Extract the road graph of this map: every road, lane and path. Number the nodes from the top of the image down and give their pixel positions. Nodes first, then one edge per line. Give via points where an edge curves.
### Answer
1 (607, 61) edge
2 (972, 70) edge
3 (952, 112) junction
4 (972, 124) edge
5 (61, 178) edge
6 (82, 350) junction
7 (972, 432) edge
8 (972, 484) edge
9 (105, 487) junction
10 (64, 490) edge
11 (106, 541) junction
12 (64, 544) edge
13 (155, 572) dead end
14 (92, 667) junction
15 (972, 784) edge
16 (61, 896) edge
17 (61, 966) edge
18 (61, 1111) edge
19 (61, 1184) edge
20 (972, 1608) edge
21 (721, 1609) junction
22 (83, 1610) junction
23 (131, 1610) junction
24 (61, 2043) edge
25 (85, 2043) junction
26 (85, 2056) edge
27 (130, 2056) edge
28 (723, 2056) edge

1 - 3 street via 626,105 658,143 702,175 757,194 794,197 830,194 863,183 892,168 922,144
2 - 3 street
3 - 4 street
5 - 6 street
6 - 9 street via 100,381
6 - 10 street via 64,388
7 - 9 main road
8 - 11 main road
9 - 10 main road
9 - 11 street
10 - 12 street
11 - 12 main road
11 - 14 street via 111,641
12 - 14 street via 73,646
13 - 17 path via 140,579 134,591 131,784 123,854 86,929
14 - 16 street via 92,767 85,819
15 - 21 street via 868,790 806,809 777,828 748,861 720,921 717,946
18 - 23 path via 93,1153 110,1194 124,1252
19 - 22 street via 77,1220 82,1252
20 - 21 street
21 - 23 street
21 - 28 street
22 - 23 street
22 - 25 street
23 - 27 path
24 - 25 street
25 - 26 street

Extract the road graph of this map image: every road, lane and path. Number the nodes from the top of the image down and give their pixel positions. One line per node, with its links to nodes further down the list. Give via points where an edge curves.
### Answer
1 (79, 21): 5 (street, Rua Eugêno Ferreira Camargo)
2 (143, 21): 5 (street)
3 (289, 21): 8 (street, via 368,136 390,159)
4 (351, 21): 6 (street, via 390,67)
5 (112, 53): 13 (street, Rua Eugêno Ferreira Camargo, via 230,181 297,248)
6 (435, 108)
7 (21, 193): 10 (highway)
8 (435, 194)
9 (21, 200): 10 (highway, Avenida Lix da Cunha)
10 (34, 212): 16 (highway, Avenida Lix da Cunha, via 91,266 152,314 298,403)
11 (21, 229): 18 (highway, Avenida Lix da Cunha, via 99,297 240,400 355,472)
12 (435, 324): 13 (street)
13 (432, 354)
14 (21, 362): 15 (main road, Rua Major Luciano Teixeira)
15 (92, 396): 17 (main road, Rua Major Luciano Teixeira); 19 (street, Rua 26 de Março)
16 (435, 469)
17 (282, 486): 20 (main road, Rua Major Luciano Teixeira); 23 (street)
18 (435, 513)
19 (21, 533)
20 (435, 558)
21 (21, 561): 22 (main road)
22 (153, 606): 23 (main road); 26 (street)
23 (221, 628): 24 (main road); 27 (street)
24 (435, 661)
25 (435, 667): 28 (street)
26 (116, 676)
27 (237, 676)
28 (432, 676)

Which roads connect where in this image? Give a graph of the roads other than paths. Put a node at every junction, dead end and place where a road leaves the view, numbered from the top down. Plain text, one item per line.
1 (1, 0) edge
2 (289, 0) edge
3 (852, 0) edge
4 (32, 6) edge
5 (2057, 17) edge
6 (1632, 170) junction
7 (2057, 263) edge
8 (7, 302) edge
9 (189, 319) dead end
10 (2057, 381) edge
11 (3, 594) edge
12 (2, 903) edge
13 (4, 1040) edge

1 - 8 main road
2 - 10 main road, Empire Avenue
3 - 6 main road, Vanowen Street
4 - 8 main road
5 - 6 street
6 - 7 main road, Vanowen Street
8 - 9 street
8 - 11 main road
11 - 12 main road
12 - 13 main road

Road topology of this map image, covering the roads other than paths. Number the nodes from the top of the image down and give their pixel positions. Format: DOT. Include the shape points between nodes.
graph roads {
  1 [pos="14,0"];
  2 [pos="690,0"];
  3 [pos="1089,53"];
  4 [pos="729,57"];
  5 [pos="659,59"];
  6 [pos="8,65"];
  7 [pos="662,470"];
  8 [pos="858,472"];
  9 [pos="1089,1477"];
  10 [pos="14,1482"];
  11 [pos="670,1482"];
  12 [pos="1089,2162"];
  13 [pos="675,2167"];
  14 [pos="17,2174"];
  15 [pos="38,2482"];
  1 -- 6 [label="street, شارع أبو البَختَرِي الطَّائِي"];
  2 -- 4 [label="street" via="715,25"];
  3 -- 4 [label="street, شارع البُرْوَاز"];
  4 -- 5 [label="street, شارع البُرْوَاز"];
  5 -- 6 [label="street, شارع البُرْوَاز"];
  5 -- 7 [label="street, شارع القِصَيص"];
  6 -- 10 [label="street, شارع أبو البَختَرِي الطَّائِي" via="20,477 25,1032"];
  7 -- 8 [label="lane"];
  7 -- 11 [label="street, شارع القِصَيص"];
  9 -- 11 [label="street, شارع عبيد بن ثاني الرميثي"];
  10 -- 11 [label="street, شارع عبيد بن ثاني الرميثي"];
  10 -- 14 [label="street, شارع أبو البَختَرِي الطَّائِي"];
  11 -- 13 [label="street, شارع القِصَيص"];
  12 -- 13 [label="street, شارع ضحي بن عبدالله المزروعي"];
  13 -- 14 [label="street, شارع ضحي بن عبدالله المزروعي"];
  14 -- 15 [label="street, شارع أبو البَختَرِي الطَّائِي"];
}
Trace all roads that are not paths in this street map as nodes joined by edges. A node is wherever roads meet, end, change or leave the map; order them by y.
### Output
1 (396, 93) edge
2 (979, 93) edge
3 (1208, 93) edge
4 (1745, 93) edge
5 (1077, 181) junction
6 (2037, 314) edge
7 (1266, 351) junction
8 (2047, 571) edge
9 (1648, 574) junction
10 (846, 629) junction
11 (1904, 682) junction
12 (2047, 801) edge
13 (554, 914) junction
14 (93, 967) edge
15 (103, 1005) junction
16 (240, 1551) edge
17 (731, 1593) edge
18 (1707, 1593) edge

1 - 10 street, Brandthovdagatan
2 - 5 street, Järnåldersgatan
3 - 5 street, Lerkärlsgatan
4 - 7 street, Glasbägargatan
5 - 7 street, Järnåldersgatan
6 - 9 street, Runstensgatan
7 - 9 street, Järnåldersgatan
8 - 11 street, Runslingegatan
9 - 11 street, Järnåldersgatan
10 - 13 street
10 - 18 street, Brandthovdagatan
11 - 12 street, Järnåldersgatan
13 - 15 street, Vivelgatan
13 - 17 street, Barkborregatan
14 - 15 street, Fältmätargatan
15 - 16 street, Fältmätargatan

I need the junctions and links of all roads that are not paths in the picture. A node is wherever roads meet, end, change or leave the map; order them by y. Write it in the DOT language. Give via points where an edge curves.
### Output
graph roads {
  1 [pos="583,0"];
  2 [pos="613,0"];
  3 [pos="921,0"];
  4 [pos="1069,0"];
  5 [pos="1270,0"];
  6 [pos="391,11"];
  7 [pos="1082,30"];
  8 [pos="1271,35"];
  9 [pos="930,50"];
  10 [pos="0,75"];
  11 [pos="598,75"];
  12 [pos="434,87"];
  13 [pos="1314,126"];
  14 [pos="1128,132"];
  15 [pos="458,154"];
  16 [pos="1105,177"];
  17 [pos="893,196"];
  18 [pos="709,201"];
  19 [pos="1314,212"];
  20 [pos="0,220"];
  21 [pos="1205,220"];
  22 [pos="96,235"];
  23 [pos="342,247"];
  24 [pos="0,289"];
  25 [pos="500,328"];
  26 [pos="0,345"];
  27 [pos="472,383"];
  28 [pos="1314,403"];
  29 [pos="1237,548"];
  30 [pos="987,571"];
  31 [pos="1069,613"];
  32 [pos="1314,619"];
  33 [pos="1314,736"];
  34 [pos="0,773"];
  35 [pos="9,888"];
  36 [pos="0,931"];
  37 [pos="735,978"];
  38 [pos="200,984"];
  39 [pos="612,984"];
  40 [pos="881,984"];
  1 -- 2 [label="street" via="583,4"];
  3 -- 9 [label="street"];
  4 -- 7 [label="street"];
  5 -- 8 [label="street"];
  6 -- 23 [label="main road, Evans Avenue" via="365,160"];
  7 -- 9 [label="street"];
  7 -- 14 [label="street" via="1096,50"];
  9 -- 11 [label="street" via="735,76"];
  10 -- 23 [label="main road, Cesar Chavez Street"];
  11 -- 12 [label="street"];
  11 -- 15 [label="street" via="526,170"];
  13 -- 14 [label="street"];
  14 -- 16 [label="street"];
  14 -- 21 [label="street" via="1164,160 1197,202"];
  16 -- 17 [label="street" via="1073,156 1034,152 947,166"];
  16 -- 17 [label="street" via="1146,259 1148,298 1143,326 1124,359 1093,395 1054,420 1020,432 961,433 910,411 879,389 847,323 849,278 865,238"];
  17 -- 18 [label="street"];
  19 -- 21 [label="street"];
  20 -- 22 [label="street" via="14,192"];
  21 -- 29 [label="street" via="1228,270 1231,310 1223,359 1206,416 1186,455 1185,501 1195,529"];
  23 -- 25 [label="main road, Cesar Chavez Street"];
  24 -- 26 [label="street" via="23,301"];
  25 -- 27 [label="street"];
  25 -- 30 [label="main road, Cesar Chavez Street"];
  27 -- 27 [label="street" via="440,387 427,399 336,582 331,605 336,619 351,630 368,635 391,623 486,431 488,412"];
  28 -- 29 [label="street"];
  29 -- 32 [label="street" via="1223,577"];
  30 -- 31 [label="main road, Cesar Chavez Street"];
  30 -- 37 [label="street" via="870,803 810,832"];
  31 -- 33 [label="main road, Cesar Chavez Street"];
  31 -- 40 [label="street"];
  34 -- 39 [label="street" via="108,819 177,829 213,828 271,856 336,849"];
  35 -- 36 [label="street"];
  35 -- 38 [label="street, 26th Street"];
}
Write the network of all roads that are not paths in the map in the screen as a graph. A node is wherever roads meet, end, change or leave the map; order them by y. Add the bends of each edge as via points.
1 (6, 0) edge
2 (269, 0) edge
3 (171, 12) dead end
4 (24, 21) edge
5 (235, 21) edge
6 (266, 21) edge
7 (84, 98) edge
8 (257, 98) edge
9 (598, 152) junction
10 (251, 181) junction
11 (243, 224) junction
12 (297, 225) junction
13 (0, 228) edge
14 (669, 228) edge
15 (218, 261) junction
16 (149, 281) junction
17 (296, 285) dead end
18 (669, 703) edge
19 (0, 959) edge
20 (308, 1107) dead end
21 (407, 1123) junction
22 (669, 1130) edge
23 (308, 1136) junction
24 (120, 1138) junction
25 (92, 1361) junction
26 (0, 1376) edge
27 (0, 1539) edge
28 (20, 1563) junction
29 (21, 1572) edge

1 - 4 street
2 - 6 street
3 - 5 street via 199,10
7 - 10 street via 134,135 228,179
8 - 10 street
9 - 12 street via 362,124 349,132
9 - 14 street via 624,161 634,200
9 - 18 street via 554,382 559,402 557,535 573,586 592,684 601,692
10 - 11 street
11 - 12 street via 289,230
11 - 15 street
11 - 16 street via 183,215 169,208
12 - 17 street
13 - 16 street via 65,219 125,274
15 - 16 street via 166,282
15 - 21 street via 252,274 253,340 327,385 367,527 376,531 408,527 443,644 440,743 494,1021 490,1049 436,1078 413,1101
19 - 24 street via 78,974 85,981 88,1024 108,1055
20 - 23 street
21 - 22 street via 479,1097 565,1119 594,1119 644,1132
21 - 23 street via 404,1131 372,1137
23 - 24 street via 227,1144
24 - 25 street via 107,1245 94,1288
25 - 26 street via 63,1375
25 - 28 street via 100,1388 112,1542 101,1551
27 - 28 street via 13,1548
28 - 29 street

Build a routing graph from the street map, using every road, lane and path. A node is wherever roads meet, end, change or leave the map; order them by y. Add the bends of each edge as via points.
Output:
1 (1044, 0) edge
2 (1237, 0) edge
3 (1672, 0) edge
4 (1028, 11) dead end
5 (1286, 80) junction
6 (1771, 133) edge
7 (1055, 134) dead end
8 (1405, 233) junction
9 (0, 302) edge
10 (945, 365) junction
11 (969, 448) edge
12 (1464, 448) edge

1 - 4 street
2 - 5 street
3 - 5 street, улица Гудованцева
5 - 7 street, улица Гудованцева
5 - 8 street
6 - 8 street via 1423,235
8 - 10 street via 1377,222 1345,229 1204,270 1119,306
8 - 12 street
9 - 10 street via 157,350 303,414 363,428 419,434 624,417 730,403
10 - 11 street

################

Using the listing, filter for "each" and return the matching lines.

Completed task:
Write the network of all roads that are not paths in the map in the screen as a graph. A node is wherever roads meet, end, change or leave the map; order them by y. Add the bends of each edge as via points.
Build a routing graph from the street map, using every road, lane and path. A node is wherever roads meet, end, change or leave the map; order them by y. Add the bends of each edge as via points.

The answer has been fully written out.